まったく、実験台にされると聞けば逃げるに決まってるだろ。
そして、無詠唱による制限魔法で、数時間俺は白のおもちゃになっていた。なんで?
俺が白のおもちゃとして働かされたことを記そう。これを全て俺で試した白は鬼と言っても良いのでは?
まず、斬撃に魔法付与ができるかどうか。これは強化魔法と、付与したい魔法をどちらも使えるときにできた。俺は強化魔法が使えたので、火と土魔法だけ自分で魔法付与ができることがわかった。剣が火で熱かったり、氷で手が凍りかけたりした。
次に、制限魔法と強化魔法のどちらが強いか。これは魔力が強い方が優先されることがわかった。同じ魔力の強さのときは後にかけた方が優先された。俺にかけて試した。
他には、合体魔法について。主体とする魔法より威力の低い魔法なら合わせることができる。ただし、属性相性があり、水魔法と雷魔法を同時に使うと効果が高くなるが、火魔法に水魔法を合わせると弱くなり、逆だと熱湯になり強くなる。光魔法と闇魔法では相殺される。逆に合体できない組み合わせもあった。光と闇は基本的に合体できないようだ。俺にぶつけて試した。
最後に、魔法の相殺について。一つの魔法には魔力をいくらでも込めることができて、その魔力が大きい方が相殺時に打ち勝つ。同じ場合はどちらも消失する。

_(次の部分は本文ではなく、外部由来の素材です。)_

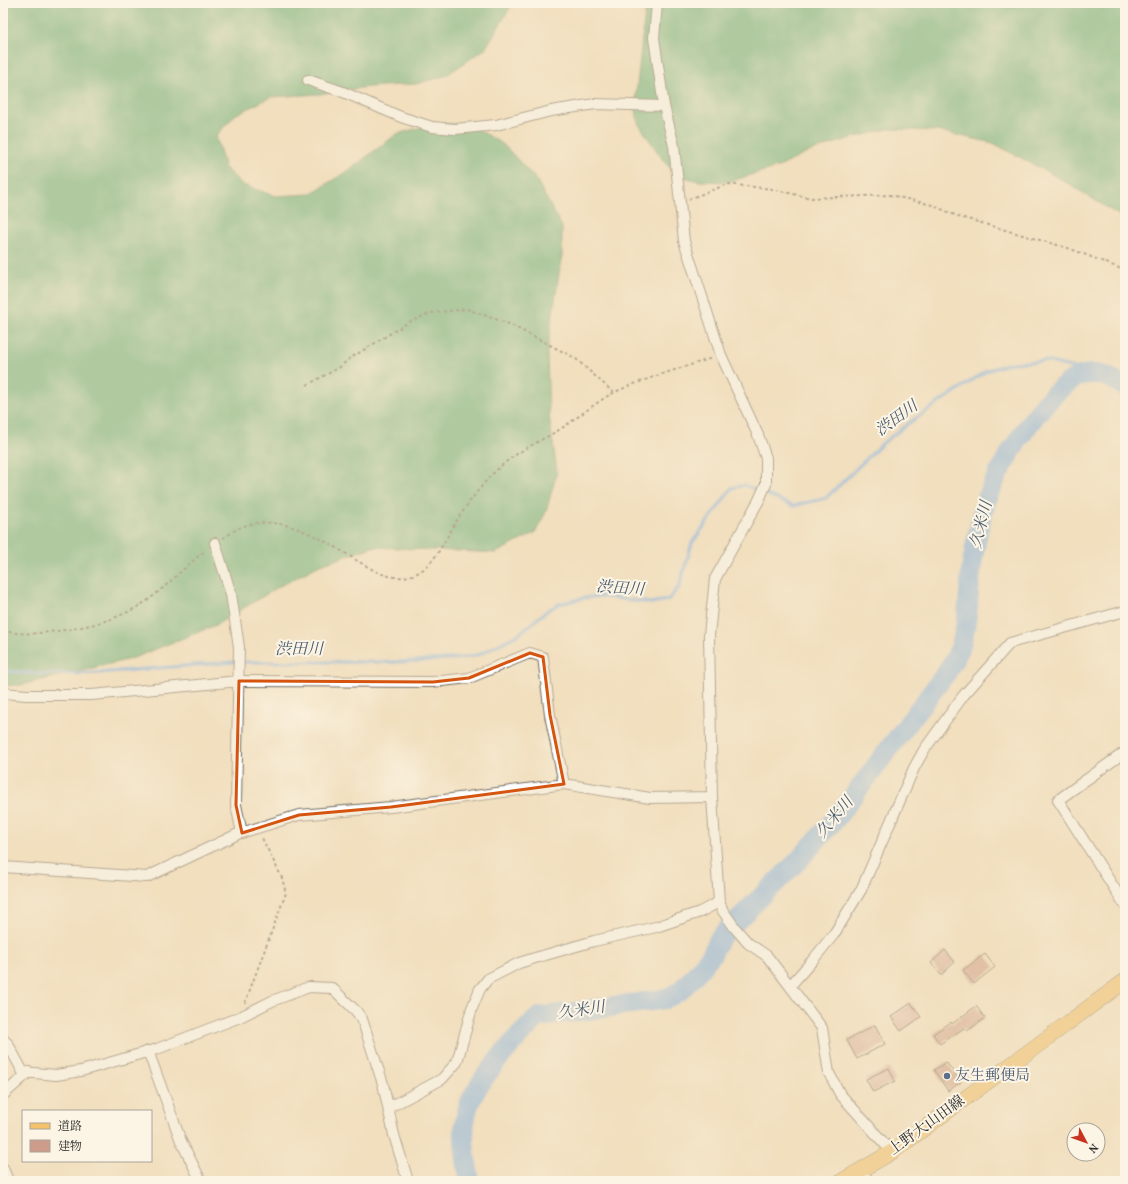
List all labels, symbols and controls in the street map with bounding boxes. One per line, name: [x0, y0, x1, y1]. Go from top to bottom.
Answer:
water label: 渋田川: [871, 395, 924, 442]
water label: 久米川: [966, 497, 999, 551]
water label: 渋田川: [595, 576, 647, 602]
water label: 渋田川: [275, 639, 325, 661]
water label: 久米川: [811, 791, 860, 843]
water label: 久米川: [556, 996, 608, 1025]
place label: 友生郵便局: [955, 1066, 1030, 1087]
marker: 友生郵便局: [942, 1071, 952, 1081]
street label: 上野大山田線: [884, 1091, 970, 1161]
legend: [22, 1110, 152, 1162]
text: 道路: [58, 1119, 82, 1135]
north arrow: [1066, 1122, 1106, 1162]
text: 建物: [58, 1139, 82, 1155]
text: N: [1084, 1140, 1101, 1156]

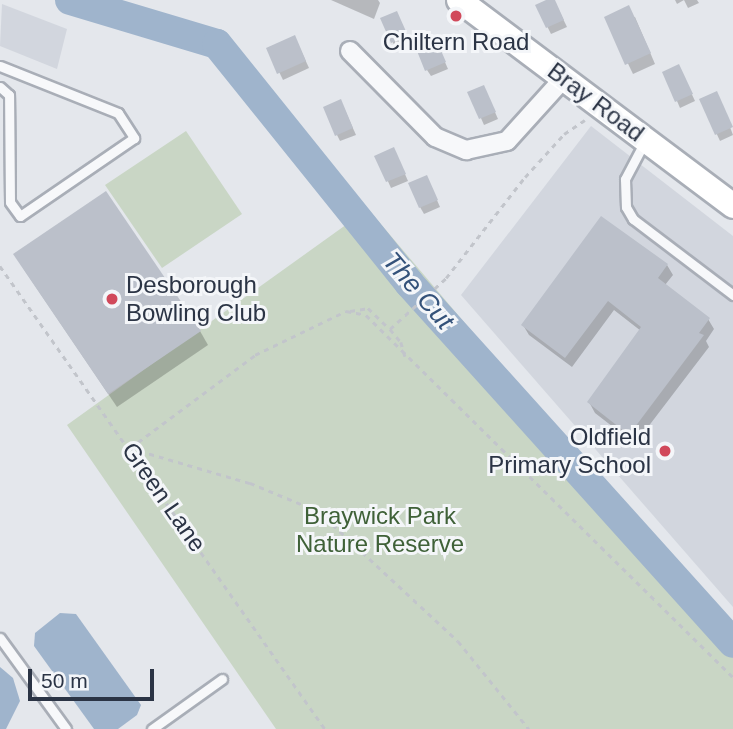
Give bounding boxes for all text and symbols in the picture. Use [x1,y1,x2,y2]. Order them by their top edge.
marker: Chiltern Road [448,8,464,24]
place label: Chiltern Road [383,28,529,56]
street label: Bray Road [542,56,650,148]
water label: The Cut [376,246,460,336]
place label: Desborough Bowling Club [126,271,266,327]
marker: Desborough Bowling Club [104,291,120,307]
place label: Oldfield Primary School [488,423,651,479]
street label: Green Lane [116,437,212,557]
marker: Oldfield Primary School [657,443,673,459]
park label: Braywick Park Nature Reserve [296,502,464,558]
scale bar [32,656,158,700]
text: 50 m [41,669,88,692]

威力が弱くなったかを俺で試した。
やっぱり白というのは鬼に違いない。《八属性魔術者》には気をつけような。
「にぃ、誰が鬼って?」
「白さんのわけないじゃないですかー!」
「ふぅん」
「すいません。白は可愛い癒しキャラなので、鬼なわけないです。天使の間違いでした。あ、心は悪魔どぅえ!?」
急な白の攻撃の氷魔法の氷柱を盾で防ぎ、チラッと白の様子を見る。あっ、これアカンやつや。めっちゃ怒ってるわ…。

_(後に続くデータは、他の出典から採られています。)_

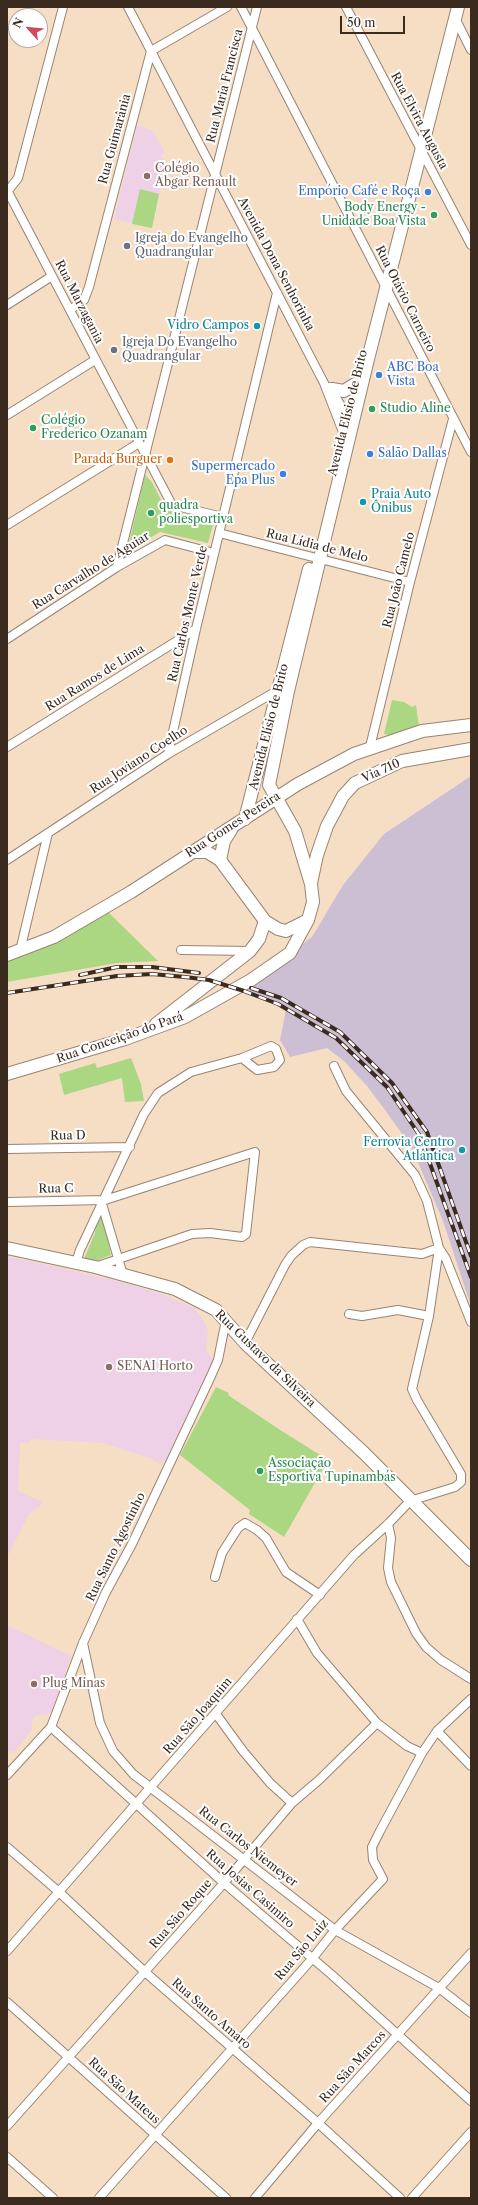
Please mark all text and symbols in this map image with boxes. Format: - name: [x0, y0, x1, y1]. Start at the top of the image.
- north arrow: [8, 8, 48, 48]
- scale bar: [342, 8, 407, 34]
- text: 50 m: [347, 15, 376, 30]
- text: N: [10, 16, 27, 30]
- street label: Rua Maria Francisca: [204, 28, 246, 144]
- street label: Rua Elvira Augusta: [387, 70, 451, 172]
- street label: Rua Guimarânia: [96, 92, 134, 186]
- place label: Colégio Abgar Renault: [155, 162, 236, 190]
- marker: Colégio Abgar Renault: [142, 171, 152, 181]
- place label: Empório Café e Roça: [298, 185, 420, 199]
- marker: Empório Café e Roça: [423, 187, 433, 197]
- street label: Avenida Dona Senhorinha: [235, 195, 317, 333]
- place label: Body Energy - Unidade Boa Vista: [322, 201, 426, 229]
- marker: Body Energy - Unidade Boa Vista: [429, 210, 439, 220]
- place label: Igreja do Evangelho Quadrangular: [135, 232, 248, 260]
- marker: Igreja do Evangelho Quadrangular: [122, 241, 132, 251]
- street label: Rua Otávio Carneiro: [372, 243, 438, 355]
- street label: Rua Marzagania: [52, 258, 106, 346]
- place label: Vidro Campos: [167, 319, 249, 333]
- marker: Vidro Campos: [252, 321, 262, 331]
- place label: Igreja Do Evangelho Quadrangular: [122, 336, 237, 364]
- marker: Igreja Do Evangelho Quadrangular: [109, 345, 119, 355]
- street label: Avenida Elísio de Brito: [325, 348, 371, 478]
- place label: ABC Boa Vista: [387, 361, 439, 389]
- marker: ABC Boa Vista: [374, 370, 384, 380]
- place label: Studio Aline: [380, 402, 451, 416]
- marker: Studio Aline: [367, 404, 377, 414]
- place label: Colégio Frederico Ozanam: [41, 414, 147, 442]
- marker: Colégio Frederico Ozanam: [28, 423, 38, 433]
- place label: Salão Dallas: [378, 447, 447, 461]
- marker: Salão Dallas: [365, 449, 375, 459]
- place label: Parada Burguer: [73, 453, 162, 467]
- marker: Parada Burguer: [165, 455, 175, 465]
- place label: Supermercado Epa Plus: [191, 460, 275, 488]
- marker: Supermercado Epa Plus: [278, 469, 288, 479]
- place label: Praia Auto Ônibus: [371, 488, 431, 516]
- marker: Praia Auto Ônibus: [358, 497, 368, 507]
- place label: quadra poliesportiva: [159, 499, 233, 527]
- marker: quadra poliesportiva: [146, 508, 156, 518]
- street label: Rua Lídia de Melo: [265, 526, 369, 566]
- street label: Rua Carvalho de Aguiar: [30, 529, 152, 613]
- street label: Rua João Camelo: [380, 531, 418, 629]
- street label: Rua Carlos Monte Verde: [165, 544, 211, 684]
- street label: Rua Ramos de Lima: [43, 642, 147, 714]
- street label: Avenida Elísio de Brito: [246, 662, 292, 792]
- street label: Rua Joviano Coelho: [88, 723, 190, 797]
- street label: Via 710: [360, 756, 402, 786]
- street label: Rua Gomes Pereira: [183, 789, 283, 861]
- street label: Rua Conceição do Pará: [55, 1010, 185, 1066]
- street label: Rua D: [50, 1128, 86, 1144]
- place label: Ferrovia Centro Atlântica: [363, 1136, 454, 1164]
- marker: Ferrovia Centro Atlântica: [457, 1145, 467, 1155]
- street label: Rua C: [38, 1181, 74, 1197]
- street label: Rua Gustavo da Silveira: [212, 1307, 318, 1411]
- place label: SENAI Horto: [117, 1360, 193, 1374]
- marker: SENAI Horto: [104, 1362, 114, 1372]
- place label: Associação Esportiva Tupinambás: [268, 1457, 396, 1485]
- marker: Associação Esportiva Tupinambás: [255, 1466, 265, 1476]
- street label: Rua Santo Agostinho: [83, 1490, 149, 1604]
- street label: Rua São Joaquim: [161, 1675, 235, 1757]
- place label: Plug Minas: [42, 1677, 105, 1691]
- marker: Plug Minas: [29, 1679, 39, 1689]
- street label: Rua Carlos Niemeyer: [196, 1804, 300, 1890]
- street label: Rua Josias Casimiro: [203, 1847, 297, 1931]
- street label: Rua São Roque: [147, 1876, 215, 1952]
- street label: Rua São Luiz: [272, 1917, 332, 1983]
- street label: Rua Santo Amaro: [168, 1976, 254, 2052]
- street label: Rua São Marcos: [317, 2028, 389, 2106]
- street label: Rua São Mateus: [85, 2055, 163, 2127]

「にぃ、シベリアで発見されたミイラは、氷のおかげで綺麗に残ってたらしいよ?白は、にぃもできると思う」
「待て!俺を氷漬けにするつもりか!」
「白を怒らせた罰」
「ごめんなさい!実験台になるんで許してください!」
こんな感じでプラスで三つ実験された。
一つ目、異常状態の回復。氷漬けの状態には火魔法で対象可能で、火傷には水魔法、感電には土魔法の金属で電気を床に流せば対象と、何個か対象方法を見つけた。
二つ目、《回復魔法》について。分類上では強化魔法で、いくつか種類があった。だが、その中に治癒魔法はなかったため、前にミレイナにかけた魔法はヒールと思われていたようだ。
三つ目、魔力量について。白が魔法を使うと、だんだん疲れが見られた。これは魔力量が減っているからで、魔力量は人によって違い、時間が経つと回復する。特に休憩しているときや睡眠中は回復が速いようだ。
と、まあ、最初の四つよりはよっぽどマシな実験で助かった。白の疲れがこれを引き起こしたなら、白の体力にも感謝すべきか。おっと、白の視線が痛い。やめておこう。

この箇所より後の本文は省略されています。